Monday, November 9, 2009

RAINING!!!.....Retreat with the Nuns....Lecturing and Planning

Today is Sunday, November the 8th and it has been raining off and on since last night.  What a relief to all of us.  We still have no water today but no matter....the rains are coming and the weather is cooler.  Everyone tells us we need to buy umbrellas but we can't find where to buy them.  So for now we are making do...
David requested one of the three cars the university keeps around again for today.  I never thought I would say it but it is nice to be able to drive to church on our own and be independent for at least one day a week.  After church we ventured to our market places ( David enjoys teasing the two retired sisters from India who own one of grocery stores) and then drove home only to find the electricity and water off.
Oh well,that is Dodoma!

I have included a picture with Dr. Carr and myself discussing my teaching of English Literature.  Then another of the instructor who has returned to take the English Literature course back.  He was the young fellow who had the terrible traffic accident that killed two people.
 What a relief! Now I can concentrate on the grammar course and other three seminars during the week!  David is still working on developing a master's degree program in special education and teaching his class of 300 students.

This Friday and Saturday we ventured along with the Salaman's and their two boys to a missionary conference for UK people.  It was held at a Catholic retreat ran by nuns and local residents.  The Catholics sure know how to invest their money in God's name.
 The facility was wonderfully build like a villa opening to a courtyard. It had acres and acres of walking gradens, food gardens, orchards and a trade school located across the main road to train young adults in woodworking, cooking, sewing, etc.

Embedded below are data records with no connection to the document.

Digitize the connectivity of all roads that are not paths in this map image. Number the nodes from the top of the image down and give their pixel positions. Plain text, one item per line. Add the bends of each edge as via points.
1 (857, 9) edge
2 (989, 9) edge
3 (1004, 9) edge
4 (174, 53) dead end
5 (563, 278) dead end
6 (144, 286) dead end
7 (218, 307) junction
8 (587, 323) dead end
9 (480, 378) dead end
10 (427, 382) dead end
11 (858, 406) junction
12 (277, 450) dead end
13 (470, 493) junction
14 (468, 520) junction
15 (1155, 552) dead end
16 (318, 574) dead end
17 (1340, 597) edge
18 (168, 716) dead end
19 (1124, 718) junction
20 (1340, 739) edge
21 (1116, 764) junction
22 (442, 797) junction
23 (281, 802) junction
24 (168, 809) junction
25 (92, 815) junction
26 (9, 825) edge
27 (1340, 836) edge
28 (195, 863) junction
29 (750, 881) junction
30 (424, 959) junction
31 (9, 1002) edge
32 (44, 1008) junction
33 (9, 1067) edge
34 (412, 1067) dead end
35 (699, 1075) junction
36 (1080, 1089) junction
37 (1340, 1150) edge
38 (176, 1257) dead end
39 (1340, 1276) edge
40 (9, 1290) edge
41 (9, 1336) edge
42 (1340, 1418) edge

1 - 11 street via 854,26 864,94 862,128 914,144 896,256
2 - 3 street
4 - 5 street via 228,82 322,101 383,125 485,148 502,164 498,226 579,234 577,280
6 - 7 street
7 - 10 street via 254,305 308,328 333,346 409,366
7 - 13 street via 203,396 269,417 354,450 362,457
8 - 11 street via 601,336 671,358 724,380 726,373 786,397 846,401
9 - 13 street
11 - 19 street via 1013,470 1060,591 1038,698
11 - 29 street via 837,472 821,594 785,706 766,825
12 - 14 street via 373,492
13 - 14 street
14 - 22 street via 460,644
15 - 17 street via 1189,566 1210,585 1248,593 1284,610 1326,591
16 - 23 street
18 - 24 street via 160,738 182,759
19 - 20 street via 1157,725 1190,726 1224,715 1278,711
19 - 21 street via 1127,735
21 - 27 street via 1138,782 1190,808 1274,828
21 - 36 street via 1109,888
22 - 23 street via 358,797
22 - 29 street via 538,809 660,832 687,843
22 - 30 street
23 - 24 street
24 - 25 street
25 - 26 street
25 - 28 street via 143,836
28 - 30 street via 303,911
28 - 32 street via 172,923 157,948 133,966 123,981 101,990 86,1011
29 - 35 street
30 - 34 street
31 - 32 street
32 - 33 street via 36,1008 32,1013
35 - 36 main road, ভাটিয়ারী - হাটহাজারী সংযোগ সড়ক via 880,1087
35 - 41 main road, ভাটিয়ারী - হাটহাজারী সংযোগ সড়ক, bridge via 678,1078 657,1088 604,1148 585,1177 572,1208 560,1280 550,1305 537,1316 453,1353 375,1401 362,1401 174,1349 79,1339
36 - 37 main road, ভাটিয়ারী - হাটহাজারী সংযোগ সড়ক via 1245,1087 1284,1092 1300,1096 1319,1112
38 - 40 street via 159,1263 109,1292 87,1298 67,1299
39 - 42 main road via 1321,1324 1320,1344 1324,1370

 The rooms had great hot water and had it all the time!( Can you tell we were very impressed!)  It was also located on a rise from where you could still see the small hills surrounding Dodoma and the communication towers.  The local residents still live in extreme poverty right up to the walled gates but at least this retreat offers them some local employment.  David and I were the American babysitters for four British children, the Salaman's children, and two wonderful girls ages five and eight who came up from the sourthern part of the country (near the Mozambique border) with their parents.

 All in all it was a refreshing change and the food was great!

Missionary Truck from
Tobora Area. (notice
no dirt even though it came
60 miles on dirt roads)
                                                         Courtyard at Catholic retreat.
          David with some of his 300 students.

Teaching in a lecture hall with a poor sound system and concrete walls and floors makes it tougher be understood by students who speak English as their second language.